▶ [Record set]:
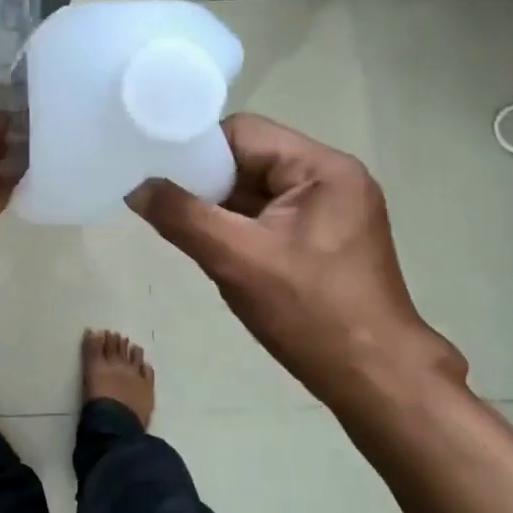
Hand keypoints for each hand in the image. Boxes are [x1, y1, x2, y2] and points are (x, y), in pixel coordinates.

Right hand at [128, 114, 463, 405]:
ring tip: (183, 226)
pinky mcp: (325, 237)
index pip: (243, 134)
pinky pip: (269, 215)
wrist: (375, 379)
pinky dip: (239, 226)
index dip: (197, 150)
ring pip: (256, 190)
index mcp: (322, 168)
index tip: (159, 172)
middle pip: (250, 159)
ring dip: (220, 207)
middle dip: (207, 182)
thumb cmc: (310, 313)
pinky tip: (213, 246)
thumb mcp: (236, 260)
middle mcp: (331, 177)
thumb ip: (181, 216)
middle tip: (166, 204)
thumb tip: (136, 187)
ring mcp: (331, 209)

▶ [Task description]: Your answer should contain all the material above, written out exactly, and none of the pictures.

▶ [Answer box]:
Hand keypoints for each hand in the image. Boxes are [x1, y1, x2, y2] and points are (x, y), in pixel coordinates.

Right hand at [128, 114, 463, 405]:
ring tip: (183, 226)
pinky mcp: (325, 237)
index pip: (243, 134)
pinky pip: (269, 215)
wrist: (375, 379)
pinky dip: (239, 226)
index dip: (197, 150)
ring pip: (256, 190)
index mcp: (322, 168)
index tip: (159, 172)
middle pip: (250, 159)
ring dip: (220, 207)
middle dip: (207, 182)
thumb cmc: (310, 313)
pinky tip: (213, 246)
thumb mcp: (236, 260)
middle mcp: (331, 177)
thumb ip: (181, 216)
middle tip: (166, 204)
thumb tip: (136, 187)
ring mcp: (331, 209)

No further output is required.